[Zope3-checkins] CVS: Zope3/src/zope/publisher - http.py:1.33

Fri Aug 8 10:10:15 EDT 2003

Update of /cvs-repository/Zope3/src/zope/publisher
In directory cvs.zope.org:/tmp/cvs-serv19195/src/zope/publisher

Modified Files:
	http.py 
Log Message:
Okay, I looked into it some more and the case that _charset is None should
simply never happen! However, I put safty nets in for the case it does
happen. I made also a couple of useful comments.

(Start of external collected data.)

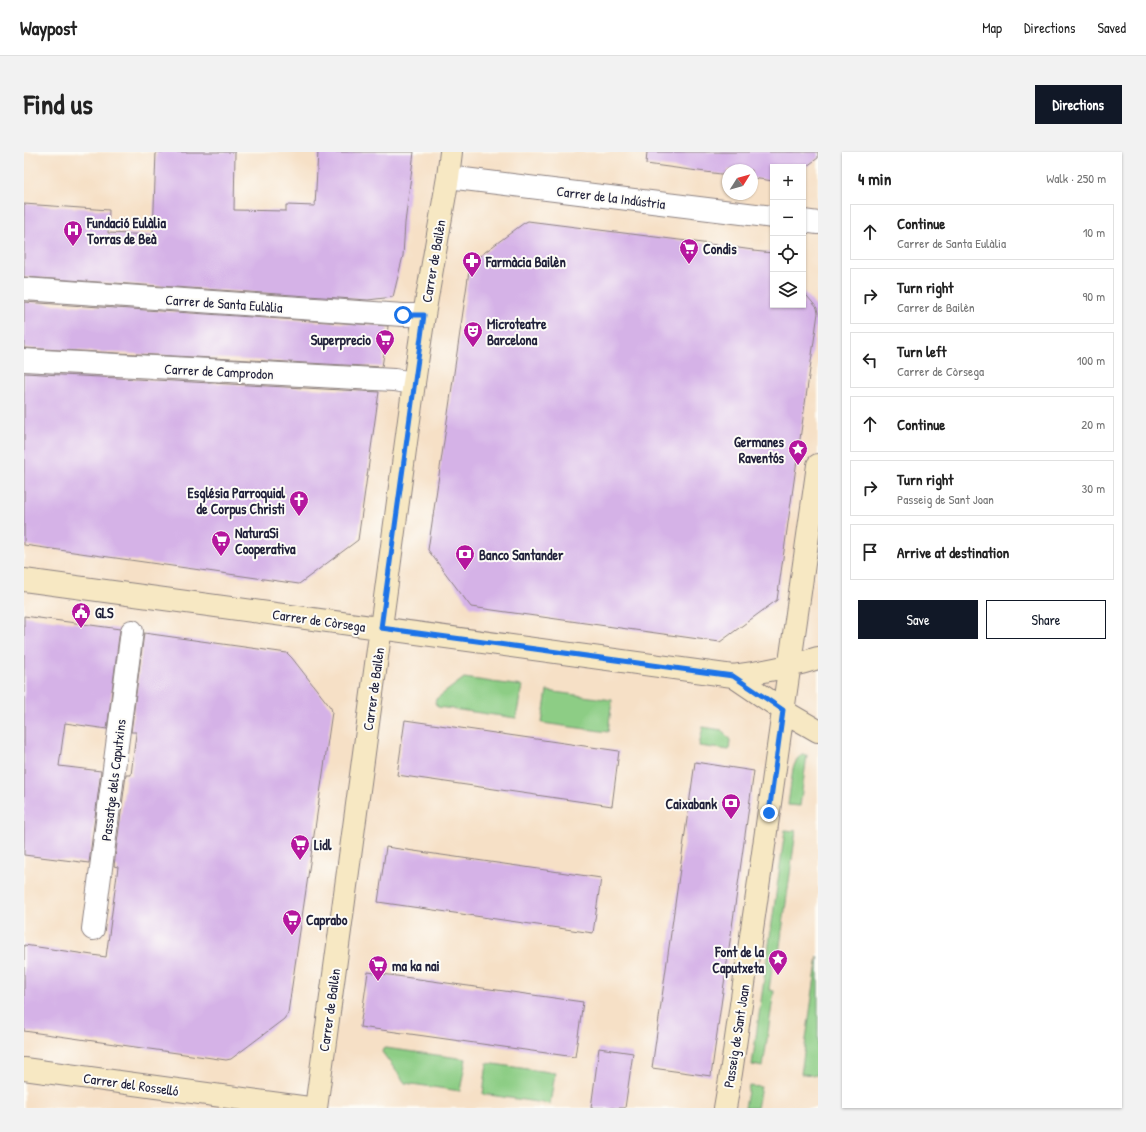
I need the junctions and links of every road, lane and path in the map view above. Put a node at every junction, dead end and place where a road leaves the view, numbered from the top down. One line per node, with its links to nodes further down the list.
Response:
1 (451, 152): 2 (main road, Carrer de Bailèn)
2 (448, 177): 3 (street, Carrer de la Indústria); 7 (main road, Carrer de Bailèn)
3 (770, 217)
4 (806, 221): 5 (street)
5 (818, 223)
6 (24, 289): 7 (street, Carrer de Santa Eulàlia)
7 (424, 315): 9 (main road, Carrer de Bailèn)
8 (24, 360): 9 (street, Carrer de Camprodon)
9 (414, 383): 12 (main road, Carrer de Bailèn)
10 (818, 465): 15 (main road, Passeig de Sant Joan)
11 (24, 580): 12 (main road, Carrer de Còrsega)
12 (381, 628): 16 (main road, Carrer de Còrsega); 22 (main road, Carrer de Bailèn)
13 (132, 631): 19 (street, Passatge dels Caputxins)
14 (818, 658): 15 (main road)
15 (790, 666): 16 (main road); 17 (main road, Passeig de Sant Joan)
16 (733, 676): 17 (main road)
17 (783, 710): 18 (main road); 23 (main road, Passeig de Sant Joan)
18 (818, 731)
19 (93, 929)
20 (24, 1069): 21 (main road, Carrer del Rosselló)
21 (309, 1108)
22 (316, 1108)
23 (725, 1108)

Darn, I still need to take time at some point to write unittests for this.
Arghh,...

BTW, the reason it does not have unittests is because that code was
originally taken from Medusa.


=== Zope3/src/zope/publisher/http.py 1.32 => 1.33 ===

--- Zope3/src/zope/publisher/http.py:1.32	Thu Aug  7 20:18:39 2003
+++ Zope3/src/zope/publisher/http.py	Fri Aug  8 09:10:10 2003
@@ -792,6 +792,8 @@
 
     def setCharset(self, charset=None):
         'See IHTTPResponse'
+        # XXX: Should set the appropriate response header for specifying the
+        #      encoding.
         self._charset = charset
 
 
@@ -801,11 +803,13 @@
         if envadapter is None:
             return
 
-        # XXX This try/except looks rather suspicious :(
         try:
             charset = envadapter.getPreferredCharsets()[0]
-        except:
-            charset = 'UTF-8'
+        except IndexError:
+            # Exception caused by empty list! This is okay though, since the
+            # browser just could have sent a '*', which means we can choose
+            # the encoding, which we do here now.
+            charset = 'utf-8'
         self.setCharset(charset)
 
     def setBody(self, body):
@@ -915,6 +919,8 @@
         Since it is a final output method, it must take care of all possible
         unicode strings and encode them! 
         """
+        if self._charset is None:
+            self.setCharset('utf-8')
         encode = self._encode
         headers = self.getHeaders()
         # Clean these headers from unicode by possibly encoding them
@@ -957,6 +963,24 @@
         self.output(string)
 
     def output(self, data):
+        """Output the data to the world. There are a couple of steps we have
+        to do:
+
+        1. Check that there is a character encoding for the data. If not,
+           choose UTF-8. Note that if the charset is None, this is a sign of a
+           bug! The method setCharsetUsingRequest() specifically sets the
+           encoding to UTF-8, if none was found in the HTTP header. This
+           method should always be called when reading the HTTP request.
+
+        2. Now that the encoding has been finalized, we can output the
+           headers.
+
+        3. If the content type is text-based, let's encode the data and send
+           it also out the door.
+        """
+        if self._charset is None:
+            self.setCharset('utf-8')
+        
         if not self._wrote_headers:
             self.outputHeaders()
             self._wrote_headers = True
@@ -975,11 +999,10 @@
 
 
     def _encode(self, text):
-        # We **always** have to convert unicode to ASCII. If no character set
-        # is found, we just use unicode. That is still better than our server
-        # crashing.
+        # Any method that calls this method has the responsibility to set
+        # the _charset variable (if None) to a non-None value (usually UTF-8)
         if isinstance(text, unicode):
-            return text.encode(self._charset or 'UTF-8')
+            return text.encode(self._charset)
         return text
 
 
@@ -1040,6 +1063,9 @@
         if not sawstar and not sawiso88591:
             charsets.append((1.0, 'iso-8859-1'))
         # UTF-8 is **always** preferred over anything else.
-        # XXX Please give more details as to why!
+        # Reason: UTF-8 is not specific and can encode the entire unicode
+        # range , unlike many other encodings. Since Zope can easily use very
+        # different ranges, like providing a French-Chinese dictionary, it is
+        # always good to use UTF-8.
         charsets.sort(sort_charsets)
         return [c[1] for c in charsets]